Skills that read ### Complexity (idd-all Phase 3, idd-implement Step 2.5) MUST treat SDD-warranted and Spectra as identical for routing.

New diagnosis comments (v2.36.0+) MUST emit SpectraSDD-warranted is read-only legacy.

Rules

  1. Issue is always the entry and exit — Simple, Plan, and Spectra all start from and close with an issue
  2. One source of progress — Simple/Plan use IDD checklist + TaskList; Spectra uses tasks.md, issue gets a link (→ see spectra change: <name>)
  3. Verify through IDDidd-verify #NNN regardless of which path was taken
  4. Close triggers archive (Spectra only)idd-close should also spectra-archive for Spectra changes
  5. Discuss-first for Spectraidd-diagnose must route Spectra issues to spectra-discuss by default; only bypass when the user explicitly opts out during the Step 4 routing prompt
  6. Plan-mode approval gateidd-plan MUST use EnterPlanMode + present full Implementation Plan + ExitPlanMode for user approval BEFORE any tool that modifies state. No silent fallthrough to TDD.
  7. Disqualifiers are evaluated first — narrative / ad-hoc / no-caller deliverables route to Simple even if Plan signals or Spectra signals technically match. The disqualifier protects against pattern-matching scope hints into the heavier tiers.

Retrospective check (motivating examples)

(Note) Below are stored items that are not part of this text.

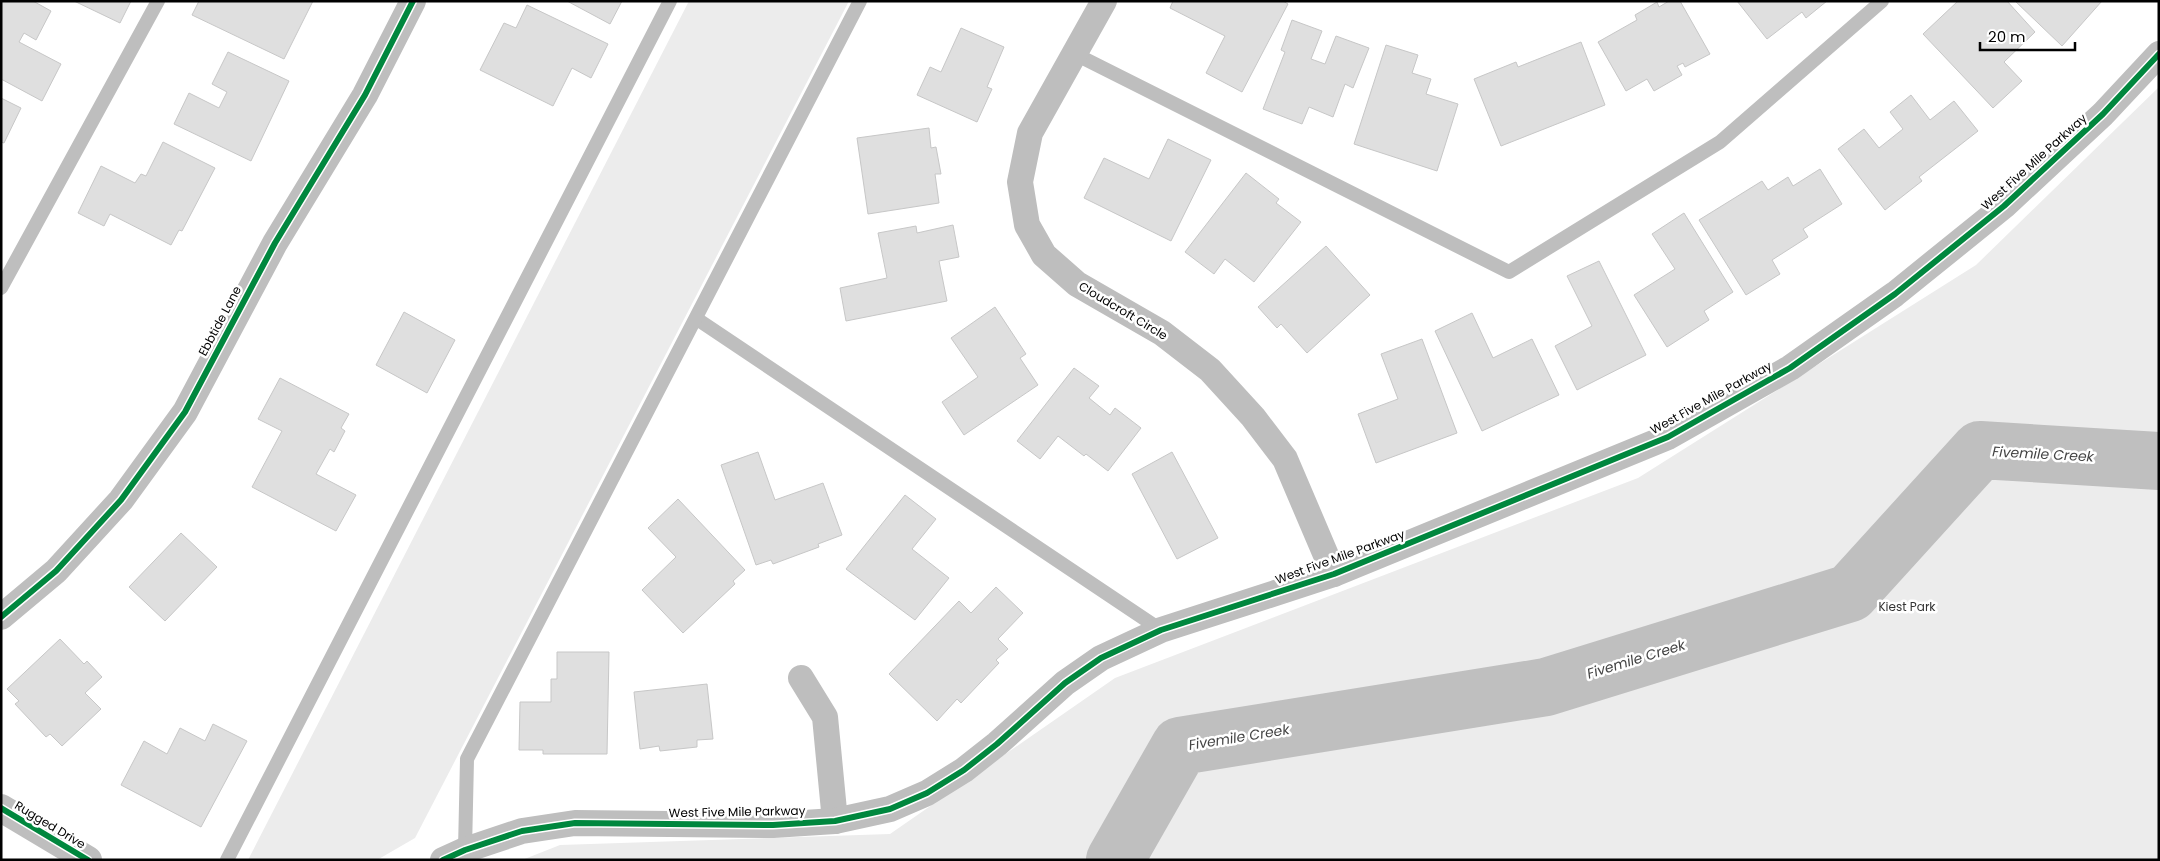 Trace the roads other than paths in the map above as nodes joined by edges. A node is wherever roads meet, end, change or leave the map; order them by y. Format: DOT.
graph roads {
  1 [pos="158,1"];
  2 [pos="413,1"];
  3 [pos="670,1"];
  4 [pos="860,1"];
  5 [pos="1104,1"];
  6 [pos="1882,1"];
  7 [pos="1074,54"];
  8 [pos="2159,54"];
  9 [pos="1,288"];
  10 [pos="697,319"];
  11 [pos="1334,574"];
  12 [pos="1,617"];
  13 [pos="1161,630"];
  14 [pos="801,678"];
  15 [pos="1,808"];
  16 [pos="835,821"];
  17 [pos="454,855"];
  18 [pos="88,860"];
  19 [pos="227,860"];
  1 -- 9 [label="lane"];
  2 -- 12 [label="street, Ebbtide Lane"];
  3 -- 19 [label="lane"];
  4 -- 10 [label="lane"];
  5 -- 7 [label="street, Cloudcroft Circle"];
  6 -- 7 [label="lane"];
  7 -- 11 [label="street, Cloudcroft Circle"];
  8 -- 11 [label="street, West Five Mile Parkway"];
  10 -- 13 [label="lane"];
  10 -- 17 [label="lane"];
  11 -- 13 [label="street, West Five Mile Parkway"];
  13 -- 16 [label="street, West Five Mile Parkway"];
  14 -- 16 [label="street"];
  15 -- 18 [label="street, Rugged Drive"];
  16 -- 17 [label="street, West Five Mile Parkway"];
}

The 3-tier logic was designed to fix the over-triggering observed in kiki830621/collaboration_liu-thesis-analysis#21 AND the under-deliberation observed in PsychQuant/che-word-mcp#104 P1 sub-bug. Reviewers extending the logic should ensure these cases still classify correctly:

Case Pre-v2.36 verdict Real outcome v2.36+ verdict Why
Issue #21 (research analysis: SP-stratified contrasts + abstract rewrite) SDD-warranted Three rounds of framing revision via spectra-ingest before settling; surgical follow-up went through Simple and converged faster Simple Layer 1 disqualifier hit: primary deliverable is abstract revision (narrative) and ad-hoc analysis script
Adding a new MCP tool to a published server SDD-warranted Spec/design/tasks artifacts useful for maintainers Spectra Layer 2 (new published API) + Layer 3 (architectural decision) both yes
che-word-mcp#104 FieldParser canonical fix Simple 6-AI verify surfaced P1 rawXML-shadowing — would have been caught by approval gate review of the Implementation Plan Plan Layer P: 2+ files with sequence dependency + risk-sensitive (XML emit roundtrip) + decision-heavy (regex splice vs DOM walker)
Fixing a typo in a function name across 5 callers (would have triggered cross-file → SDD) Trivial, doesn't need Plan or Spectra Simple Layer 1 disqualifier (multi-file but each independent) hit; no contract change
Refactoring a shared utility to add a new internal parameter, used by 4 modules Borderline SDD If parameter is part of documented contract → Spectra; if internal-only → was forced Simple, often under-deliberated Internal-only → Plan; documented contract → Spectra "Documented contract" is the discriminator
Adding [~] checklist marker semantics to idd-close SDD-warranted Real spec change with downstream callers (other idd-* skills) Spectra Layer 2 (modifies normative spec behavior of idd skills protocol) + Layer 3 (affects 2+ skills) yes
Internal refactor: extract BodyChildVisitor protocol to dedupe 5+ walkers SDD-warranted (Layer 3 architectural) Actually doesn't change any external behavior Plan Layer 2 fails (no new published API; existing walker callers unchanged); Layer P hits (5+ files with sequence dep + decision-heavy: visitor design)
Bug fix: 1 file, clear root cause, regression test added Simple Trivial Simple Default — no Layer 1, no Layer P, no Layer 2

When extending or modifying these rules, run a similar dry-run against current open issues. If the new logic would have routed differently from what the issue actually needed, reconsider the change.